> _Records provided_
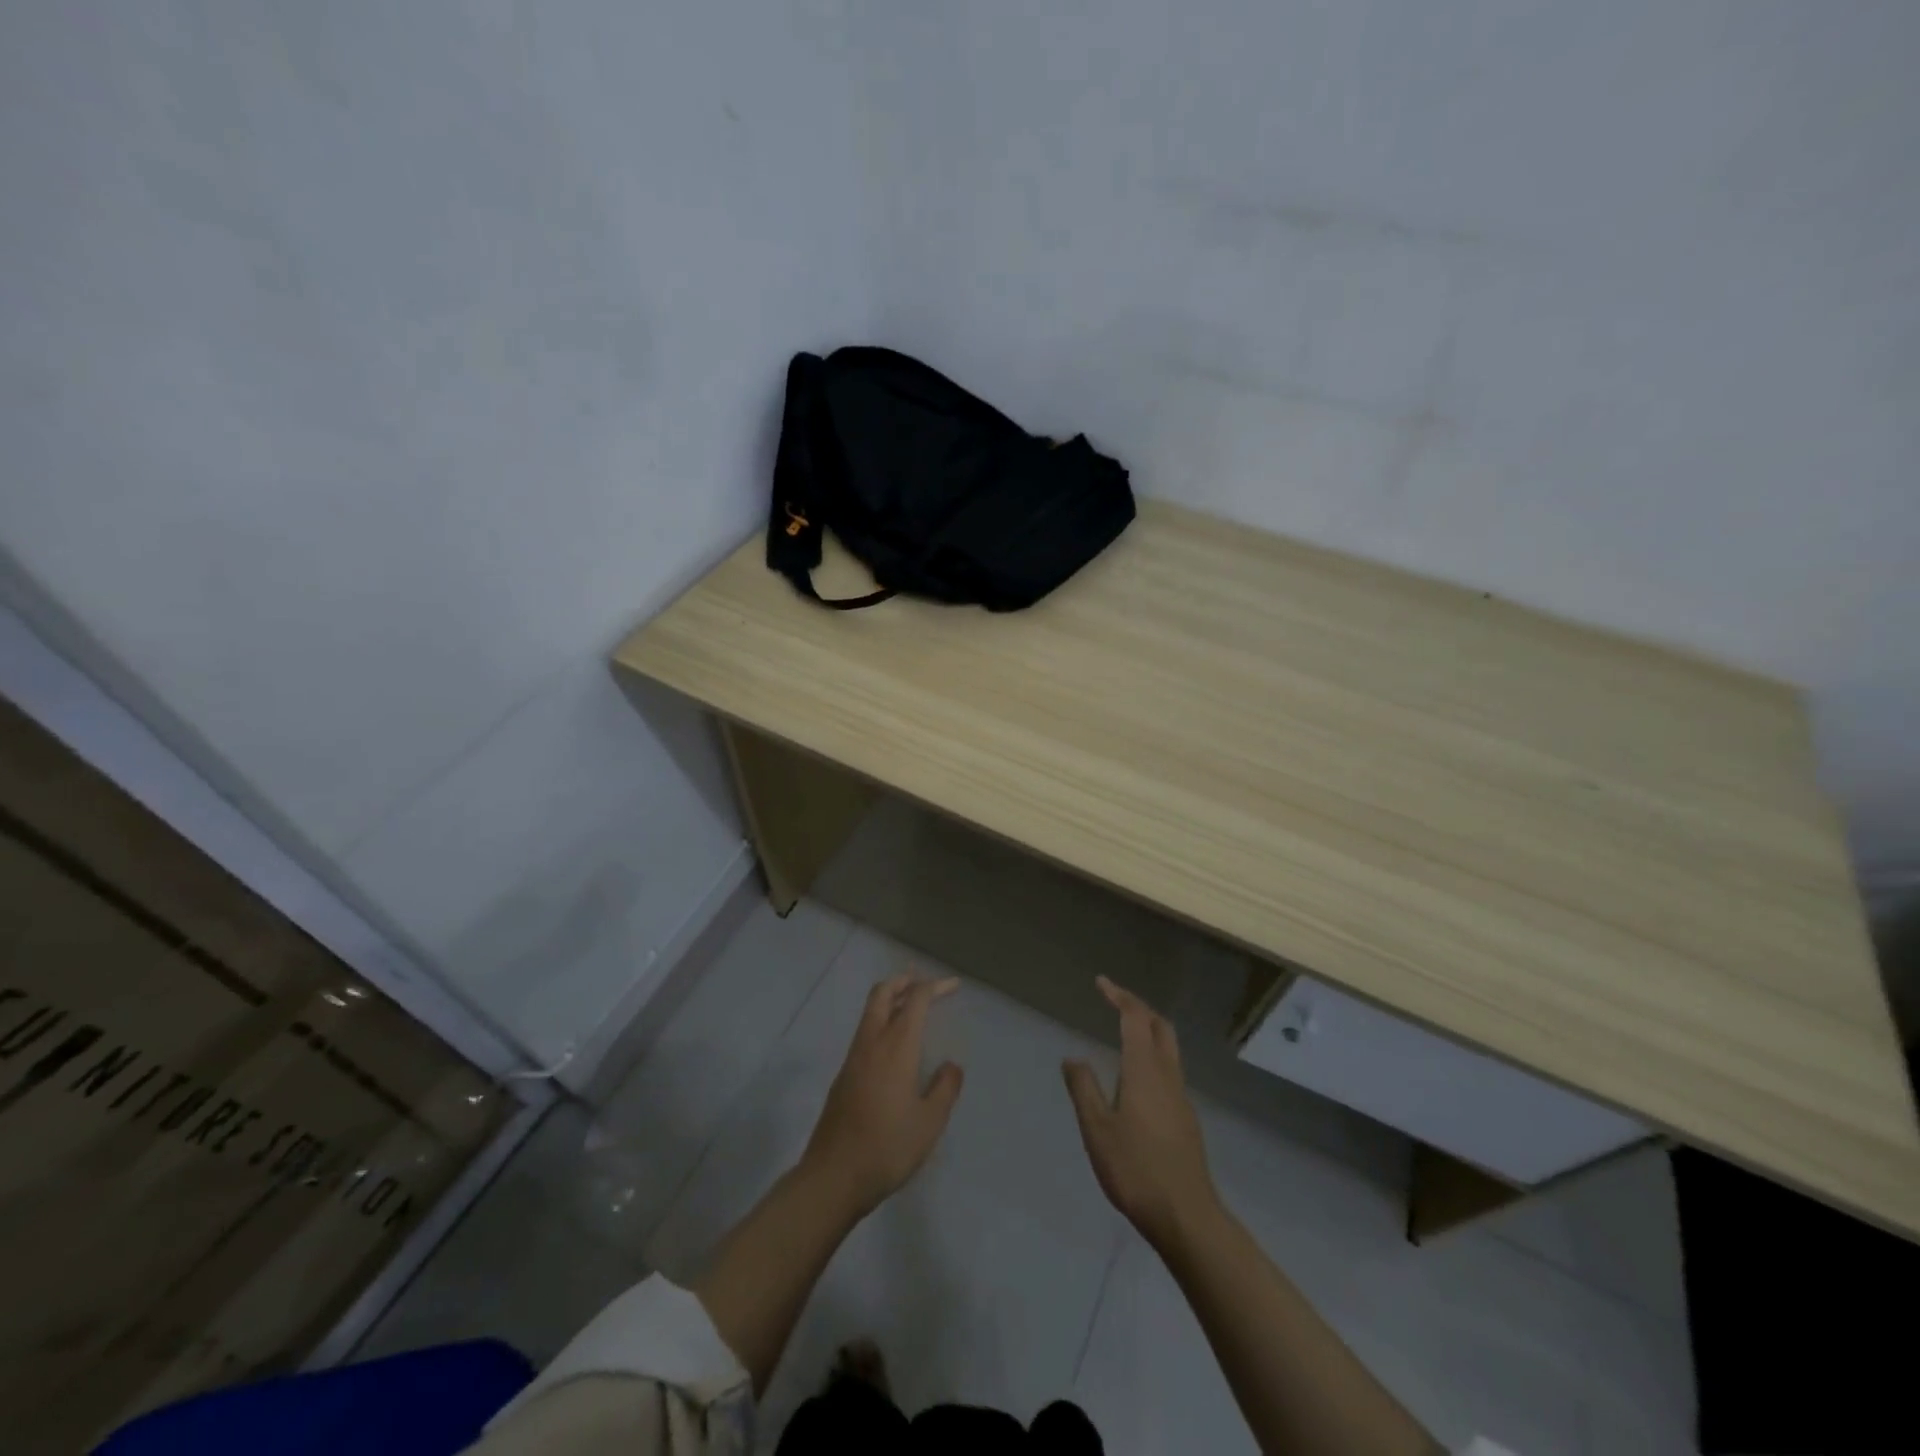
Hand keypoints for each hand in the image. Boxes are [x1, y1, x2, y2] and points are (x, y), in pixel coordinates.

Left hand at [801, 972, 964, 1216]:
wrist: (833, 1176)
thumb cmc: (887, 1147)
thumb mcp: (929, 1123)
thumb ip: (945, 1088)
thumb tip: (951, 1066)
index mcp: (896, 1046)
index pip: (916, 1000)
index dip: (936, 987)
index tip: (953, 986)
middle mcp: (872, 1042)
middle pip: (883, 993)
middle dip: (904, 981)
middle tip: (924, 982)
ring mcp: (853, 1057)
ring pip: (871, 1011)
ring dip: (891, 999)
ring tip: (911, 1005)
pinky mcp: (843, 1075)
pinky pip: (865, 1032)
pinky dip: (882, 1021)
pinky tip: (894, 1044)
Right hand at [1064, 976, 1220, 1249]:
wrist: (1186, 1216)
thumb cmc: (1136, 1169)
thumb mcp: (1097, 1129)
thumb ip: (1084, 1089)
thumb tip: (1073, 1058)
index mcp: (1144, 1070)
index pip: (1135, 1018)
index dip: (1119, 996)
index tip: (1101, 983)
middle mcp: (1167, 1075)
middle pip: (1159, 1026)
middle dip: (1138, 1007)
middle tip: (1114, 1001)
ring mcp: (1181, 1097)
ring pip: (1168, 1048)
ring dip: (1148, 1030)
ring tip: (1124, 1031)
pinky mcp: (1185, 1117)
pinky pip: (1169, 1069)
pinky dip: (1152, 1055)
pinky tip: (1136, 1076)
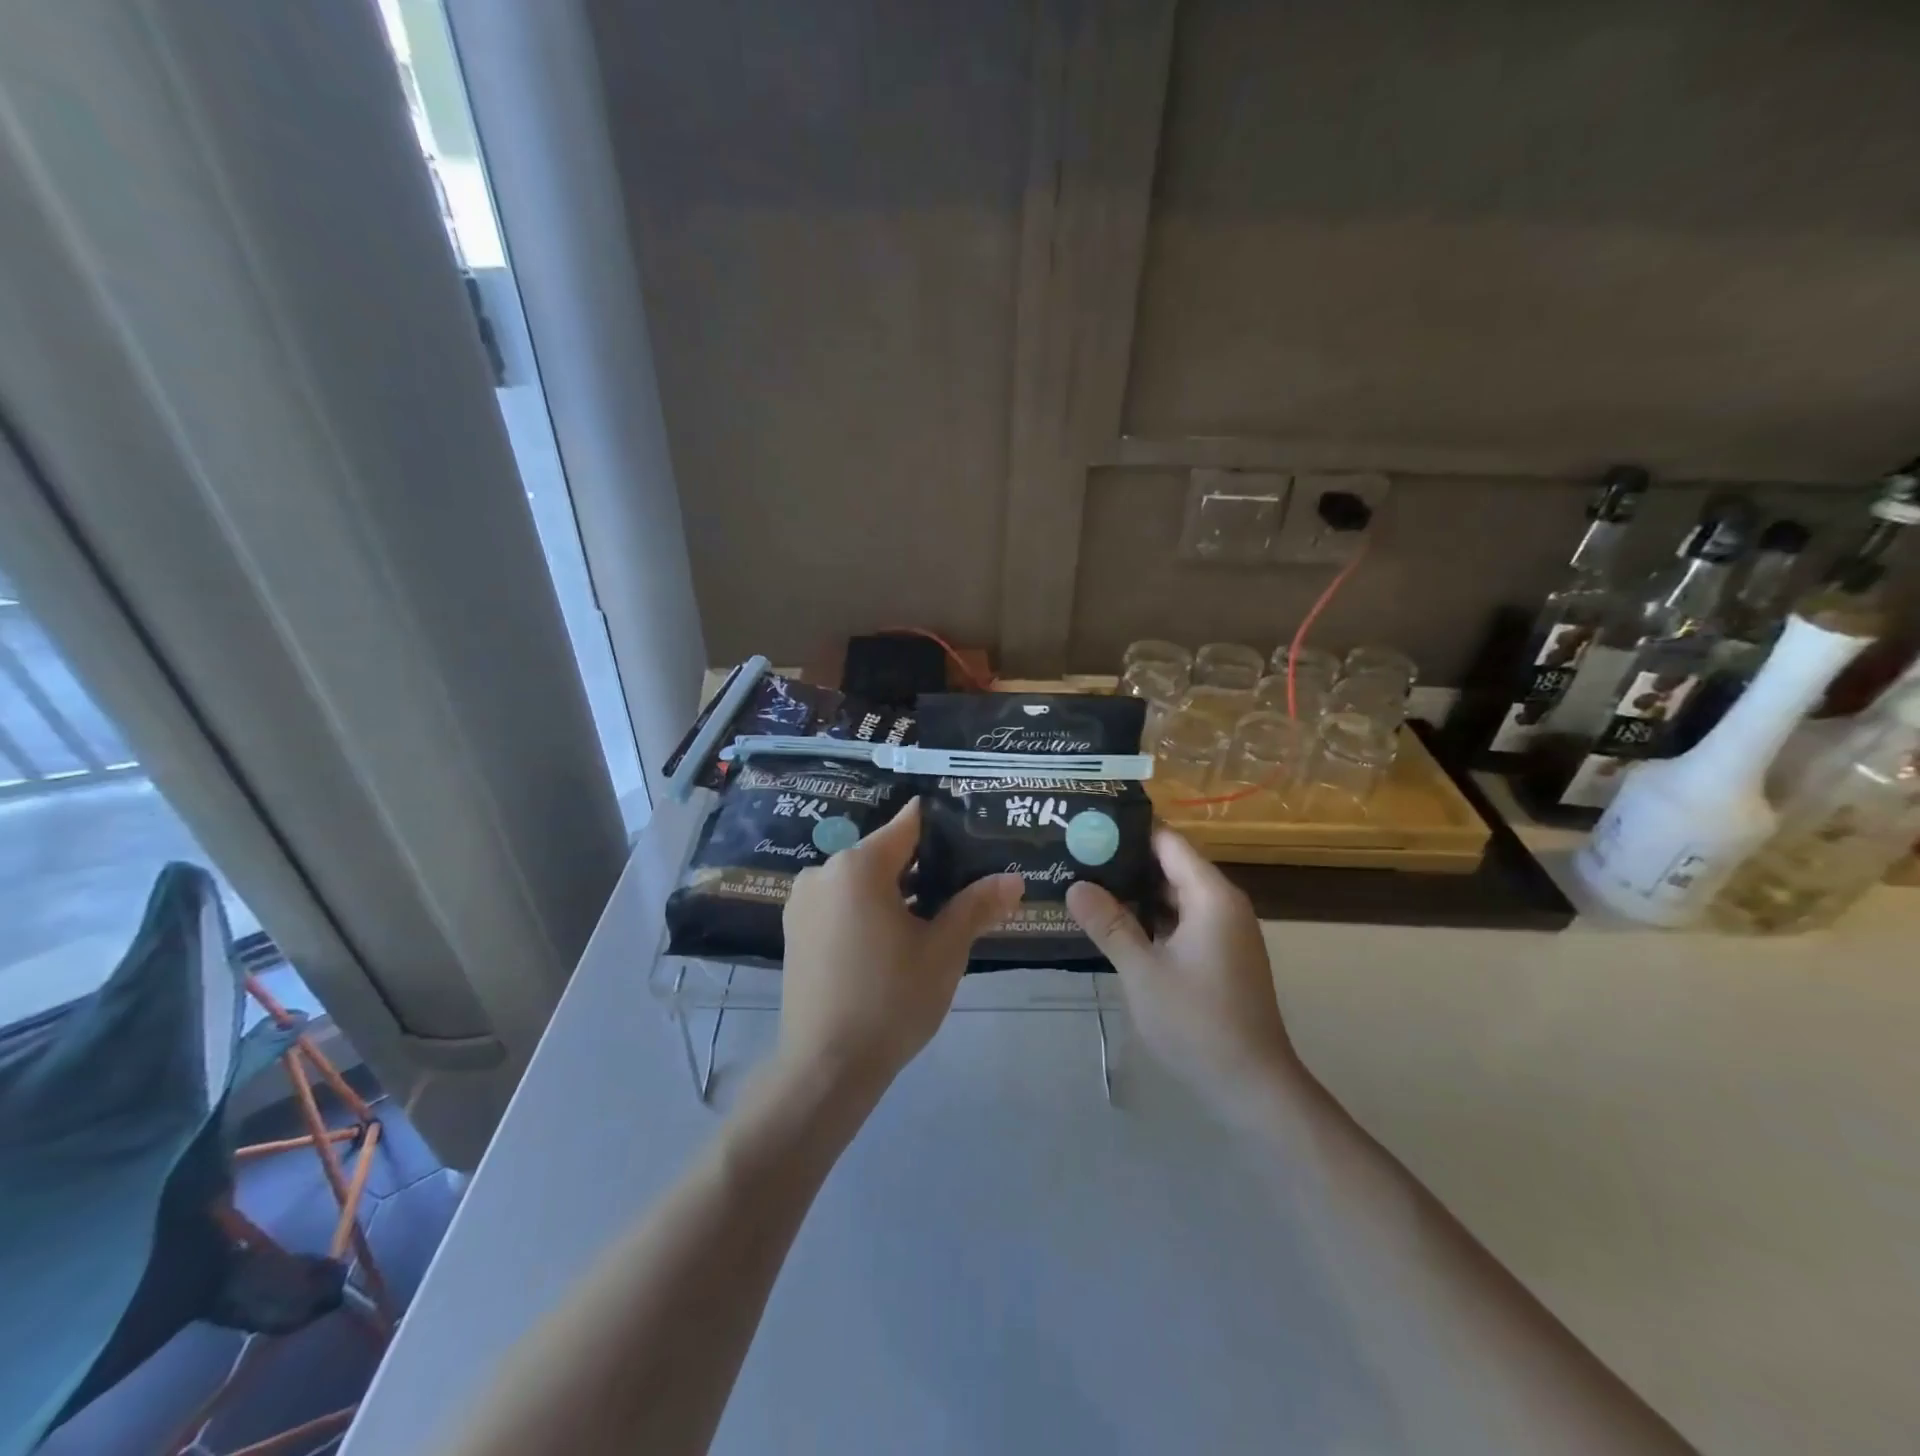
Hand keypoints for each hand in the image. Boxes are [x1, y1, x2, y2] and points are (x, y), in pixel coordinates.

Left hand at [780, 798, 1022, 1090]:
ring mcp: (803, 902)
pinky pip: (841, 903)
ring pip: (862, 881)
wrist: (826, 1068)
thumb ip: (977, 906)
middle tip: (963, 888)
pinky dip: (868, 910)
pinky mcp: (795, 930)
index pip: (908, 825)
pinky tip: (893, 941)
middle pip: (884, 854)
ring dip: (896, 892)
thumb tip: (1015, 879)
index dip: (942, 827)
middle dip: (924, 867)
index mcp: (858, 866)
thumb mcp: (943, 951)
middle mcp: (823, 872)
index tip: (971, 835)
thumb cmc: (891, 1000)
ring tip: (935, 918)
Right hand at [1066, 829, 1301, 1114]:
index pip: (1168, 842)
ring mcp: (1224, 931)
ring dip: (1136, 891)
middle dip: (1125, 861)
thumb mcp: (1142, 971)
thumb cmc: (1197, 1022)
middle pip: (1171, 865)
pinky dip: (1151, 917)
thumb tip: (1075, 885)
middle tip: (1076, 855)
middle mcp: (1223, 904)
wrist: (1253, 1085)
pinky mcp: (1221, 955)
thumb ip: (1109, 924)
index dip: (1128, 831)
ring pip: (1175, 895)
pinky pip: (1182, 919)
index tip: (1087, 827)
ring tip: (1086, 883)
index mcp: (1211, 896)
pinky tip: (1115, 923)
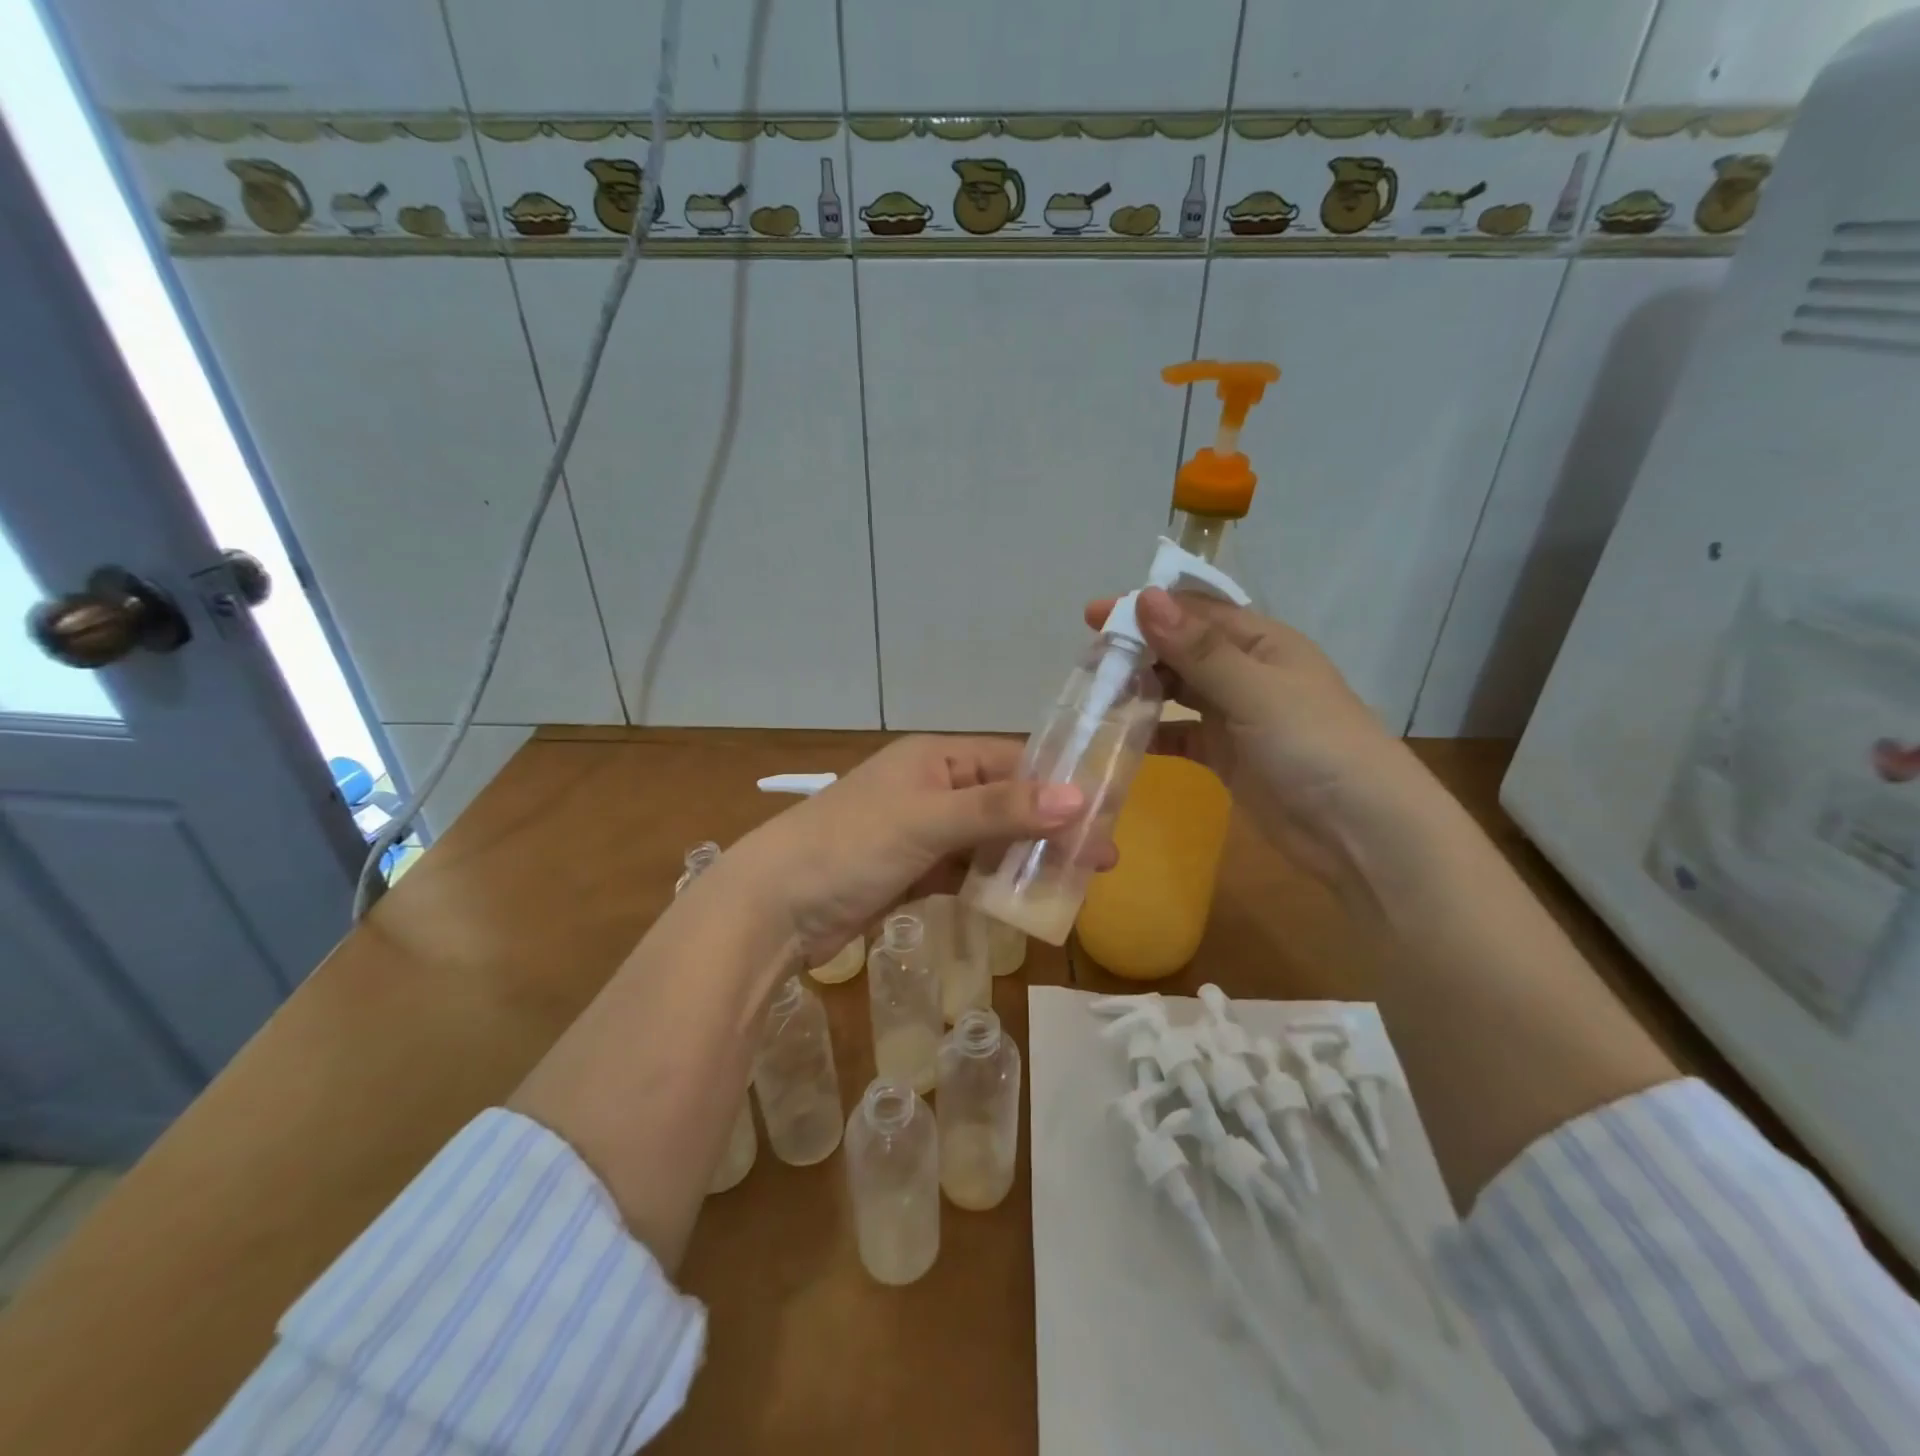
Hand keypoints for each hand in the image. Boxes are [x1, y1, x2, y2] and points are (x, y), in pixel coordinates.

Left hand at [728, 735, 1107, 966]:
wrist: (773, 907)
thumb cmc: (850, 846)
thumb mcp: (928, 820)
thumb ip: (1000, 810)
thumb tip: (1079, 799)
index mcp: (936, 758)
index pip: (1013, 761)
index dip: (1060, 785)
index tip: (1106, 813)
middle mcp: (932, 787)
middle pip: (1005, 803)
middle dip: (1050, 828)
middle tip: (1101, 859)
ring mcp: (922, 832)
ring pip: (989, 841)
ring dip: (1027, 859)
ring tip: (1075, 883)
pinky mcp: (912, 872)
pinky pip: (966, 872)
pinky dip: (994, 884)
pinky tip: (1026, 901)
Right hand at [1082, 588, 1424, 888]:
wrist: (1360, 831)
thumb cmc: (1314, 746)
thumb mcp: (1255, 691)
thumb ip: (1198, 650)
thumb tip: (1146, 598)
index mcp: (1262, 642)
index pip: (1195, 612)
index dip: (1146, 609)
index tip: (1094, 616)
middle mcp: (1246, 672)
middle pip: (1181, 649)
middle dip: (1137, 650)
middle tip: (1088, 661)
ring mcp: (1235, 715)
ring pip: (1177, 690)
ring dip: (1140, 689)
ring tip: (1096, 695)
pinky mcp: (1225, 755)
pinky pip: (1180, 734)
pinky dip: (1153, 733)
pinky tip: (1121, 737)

> _About this exercise_
Gather up, from the records above, each line where the word "Right" appears.

> _Solution to the exercise_
Right hand at [1064, 976, 1220, 1249]:
Right hand at [1066, 829, 1301, 1114]:
Right hand at [1082, 588, 1424, 888]:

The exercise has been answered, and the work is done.